#### WORK ORDER:
What you output should match the data below exactly.

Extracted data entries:
▽

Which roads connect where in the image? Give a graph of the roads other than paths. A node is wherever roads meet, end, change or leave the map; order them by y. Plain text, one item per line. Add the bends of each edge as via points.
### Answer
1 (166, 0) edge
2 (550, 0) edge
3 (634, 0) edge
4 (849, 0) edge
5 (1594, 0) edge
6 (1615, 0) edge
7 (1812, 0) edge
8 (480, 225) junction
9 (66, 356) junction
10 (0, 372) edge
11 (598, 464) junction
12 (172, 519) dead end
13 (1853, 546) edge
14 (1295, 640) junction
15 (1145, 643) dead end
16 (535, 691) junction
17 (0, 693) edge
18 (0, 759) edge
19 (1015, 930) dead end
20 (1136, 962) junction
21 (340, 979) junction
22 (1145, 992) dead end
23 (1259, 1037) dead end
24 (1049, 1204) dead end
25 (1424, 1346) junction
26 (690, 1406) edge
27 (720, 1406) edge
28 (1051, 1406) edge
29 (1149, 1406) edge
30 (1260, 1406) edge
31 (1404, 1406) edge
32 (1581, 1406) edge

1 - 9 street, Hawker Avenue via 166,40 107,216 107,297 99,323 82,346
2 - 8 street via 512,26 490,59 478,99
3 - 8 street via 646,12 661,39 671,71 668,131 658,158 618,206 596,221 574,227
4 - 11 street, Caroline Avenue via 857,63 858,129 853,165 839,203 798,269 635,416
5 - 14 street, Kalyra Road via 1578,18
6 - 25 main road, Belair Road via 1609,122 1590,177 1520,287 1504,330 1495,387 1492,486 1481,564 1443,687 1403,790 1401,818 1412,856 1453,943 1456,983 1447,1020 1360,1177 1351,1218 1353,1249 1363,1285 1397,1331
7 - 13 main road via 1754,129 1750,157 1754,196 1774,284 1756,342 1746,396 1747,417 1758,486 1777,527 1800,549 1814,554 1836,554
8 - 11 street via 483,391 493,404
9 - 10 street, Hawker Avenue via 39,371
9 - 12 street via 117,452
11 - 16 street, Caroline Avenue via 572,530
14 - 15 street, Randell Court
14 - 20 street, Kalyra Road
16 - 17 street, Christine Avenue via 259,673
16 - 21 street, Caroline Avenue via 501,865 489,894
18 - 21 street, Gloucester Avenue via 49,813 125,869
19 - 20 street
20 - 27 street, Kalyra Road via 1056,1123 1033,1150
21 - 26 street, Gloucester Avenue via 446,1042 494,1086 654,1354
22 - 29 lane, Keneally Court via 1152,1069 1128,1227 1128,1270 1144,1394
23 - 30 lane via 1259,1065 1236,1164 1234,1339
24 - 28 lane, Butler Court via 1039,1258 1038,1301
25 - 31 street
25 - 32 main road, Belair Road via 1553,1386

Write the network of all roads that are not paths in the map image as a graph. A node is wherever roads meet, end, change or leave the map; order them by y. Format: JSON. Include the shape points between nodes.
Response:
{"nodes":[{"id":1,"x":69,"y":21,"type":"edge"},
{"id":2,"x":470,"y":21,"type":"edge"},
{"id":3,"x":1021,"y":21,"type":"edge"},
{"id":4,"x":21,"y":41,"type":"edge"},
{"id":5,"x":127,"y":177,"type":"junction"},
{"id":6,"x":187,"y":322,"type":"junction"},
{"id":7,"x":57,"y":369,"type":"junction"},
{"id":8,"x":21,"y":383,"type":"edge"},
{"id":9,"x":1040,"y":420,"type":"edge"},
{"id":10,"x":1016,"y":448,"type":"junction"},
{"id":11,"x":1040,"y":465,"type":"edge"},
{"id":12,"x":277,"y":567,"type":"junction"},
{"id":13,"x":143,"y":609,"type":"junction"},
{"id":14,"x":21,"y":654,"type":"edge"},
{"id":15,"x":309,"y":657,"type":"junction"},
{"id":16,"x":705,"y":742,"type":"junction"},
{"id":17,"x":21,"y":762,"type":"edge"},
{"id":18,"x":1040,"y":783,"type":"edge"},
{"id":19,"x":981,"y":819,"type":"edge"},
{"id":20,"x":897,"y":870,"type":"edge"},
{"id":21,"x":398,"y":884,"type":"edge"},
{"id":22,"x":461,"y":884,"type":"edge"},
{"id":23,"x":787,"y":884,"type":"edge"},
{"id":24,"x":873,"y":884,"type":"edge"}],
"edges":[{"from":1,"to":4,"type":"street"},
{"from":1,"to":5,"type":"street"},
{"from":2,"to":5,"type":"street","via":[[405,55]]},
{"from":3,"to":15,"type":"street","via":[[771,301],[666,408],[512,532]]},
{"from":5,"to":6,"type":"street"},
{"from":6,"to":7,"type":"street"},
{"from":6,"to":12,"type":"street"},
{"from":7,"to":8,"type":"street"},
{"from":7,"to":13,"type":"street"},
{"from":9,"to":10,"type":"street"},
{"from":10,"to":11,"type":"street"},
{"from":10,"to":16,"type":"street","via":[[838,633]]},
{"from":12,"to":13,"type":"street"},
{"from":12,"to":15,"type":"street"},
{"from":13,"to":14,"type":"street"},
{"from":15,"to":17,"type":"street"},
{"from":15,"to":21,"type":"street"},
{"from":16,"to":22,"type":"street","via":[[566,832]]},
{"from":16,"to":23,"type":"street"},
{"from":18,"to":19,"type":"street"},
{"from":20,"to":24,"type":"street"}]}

△

#### WRITTEN RESPONSE:
Which roads connect where in the image? Give a graph of the roads other than paths. A node is wherever roads meet, end, change or leave the map; order them by y. Plain text, one item per line. Add the bends of each edge as via points.
### Answer
1 (166, 0) edge
2 (550, 0) edge
3 (634, 0) edge
4 (849, 0) edge
5 (1594, 0) edge
6 (1615, 0) edge
7 (1812, 0) edge
8 (480, 225) junction
9 (66, 356) junction
10 (0, 372) edge
11 (598, 464) junction
12 (172, 519) dead end
13 (1853, 546) edge
14 (1295, 640) junction
15 (1145, 643) dead end
16 (535, 691) junction
17 (0, 693) edge
18 (0, 759) edge
19 (1015, 930) dead end
20 (1136, 962) junction
21 (340, 979) junction
22 (1145, 992) dead end
23 (1259, 1037) dead end
24 (1049, 1204) dead end
25 (1424, 1346) junction
26 (690, 1406) edge
27 (720, 1406) edge
28 (1051, 1406) edge
29 (1149, 1406) edge
30 (1260, 1406) edge
31 (1404, 1406) edge
32 (1581, 1406) edge

1 - 9 street, Hawker Avenue via 166,40 107,216 107,297 99,323 82,346
2 - 8 street via 512,26 490,59 478,99
3 - 8 street via 646,12 661,39 671,71 668,131 658,158 618,206 596,221 574,227
4 - 11 street, Caroline Avenue via 857,63 858,129 853,165 839,203 798,269 635,416
5 - 14 street, Kalyra Road via 1578,18
6 - 25 main road, Belair Road via 1609,122 1590,177 1520,287 1504,330 1495,387 1492,486 1481,564 1443,687 1403,790 1401,818 1412,856 1453,943 1456,983 1447,1020 1360,1177 1351,1218 1353,1249 1363,1285 1397,1331
7 - 13 main road via 1754,129 1750,157 1754,196 1774,284 1756,342 1746,396 1747,417 1758,486 1777,527 1800,549 1814,554 1836,554
8 - 11 street via 483,391 493,404
9 - 10 street, Hawker Avenue via 39,371
9 - 12 street via 117,452
11 - 16 street, Caroline Avenue via 572,530
14 - 15 street, Randell Court
14 - 20 street, Kalyra Road
16 - 17 street, Christine Avenue via 259,673
16 - 21 street, Caroline Avenue via 501,865 489,894
18 - 21 street, Gloucester Avenue via 49,813 125,869
19 - 20 street
20 - 27 street, Kalyra Road via 1056,1123 1033,1150
21 - 26 street, Gloucester Avenue via 446,1042 494,1086 654,1354
22 - 29 lane, Keneally Court via 1152,1069 1128,1227 1128,1270 1144,1394
23 - 30 lane via 1259,1065 1236,1164 1234,1339
24 - 28 lane, Butler Court via 1039,1258 1038,1301
25 - 31 street
25 - 32 main road, Belair Road via 1553,1386

Write the network of all roads that are not paths in the map image as a graph. A node is wherever roads meet, end, change or leave the map; order them by y. Format: JSON. Include the shape points between nodes.
Response:
{"nodes":[{"id":1,"x":69,"y":21,"type":"edge"},
{"id":2,"x":470,"y":21,"type":"edge"},
{"id":3,"x":1021,"y":21,"type":"edge"},
{"id":4,"x":21,"y":41,"type":"edge"},
{"id":5,"x":127,"y":177,"type":"junction"},
{"id":6,"x":187,"y":322,"type":"junction"},
{"id":7,"x":57,"y":369,"type":"junction"},
{"id":8,"x":21,"y":383,"type":"edge"},
{"id":9,"x":1040,"y":420,"type":"edge"},
{"id":10,"x":1016,"y":448,"type":"junction"},
{"id":11,"x":1040,"y":465,"type":"edge"},
{"id":12,"x":277,"y":567,"type":"junction"},
{"id":13,"x":143,"y":609,"type":"junction"},
{"id":14,"x":21,"y":654,"type":"edge"},
{"id":15,"x":309,"y":657,"type":"junction"},
{"id":16,"x":705,"y":742,"type":"junction"},
{"id":17,"x":21,"y":762,"type":"edge"},
{"id":18,"x":1040,"y":783,"type":"edge"},
{"id":19,"x":981,"y":819,"type":"edge"},
{"id":20,"x":897,"y":870,"type":"edge"},
{"id":21,"x":398,"y":884,"type":"edge"},
{"id":22,"x":461,"y":884,"type":"edge"},
{"id":23,"x":787,"y":884,"type":"edge"},
{"id":24,"x":873,"y":884,"type":"edge"}],
"edges":[{"from":1,"to":4,"type":"street"},
{"from":1,"to":5,"type":"street"},
{"from":2,"to":5,"type":"street","via":[[405,55]]},
{"from":3,"to":15,"type":"street","via":[[771,301],[666,408],[512,532]]},
{"from":5,"to":6,"type":"street"},
{"from":6,"to":7,"type":"street"},
{"from":6,"to":12,"type":"street"},
{"from":7,"to":8,"type":"street"},
{"from":7,"to":13,"type":"street"},
{"from":9,"to":10,"type":"street"},
{"from":10,"to":11,"type":"street"},
{"from":10,"to":16,"type":"street","via":[[838,633]]},
{"from":12,"to":13,"type":"street"},
{"from":12,"to":15,"type":"street"},
{"from":13,"to":14,"type":"street"},
{"from":15,"to":17,"type":"street"},
{"from":15,"to":21,"type":"street"},
{"from":16,"to":22,"type":"street","via":[[566,832]]},
{"from":16,"to":23,"type":"street"},
{"from":18,"to":19,"type":"street"},
{"from":20,"to":24,"type":"street"}]}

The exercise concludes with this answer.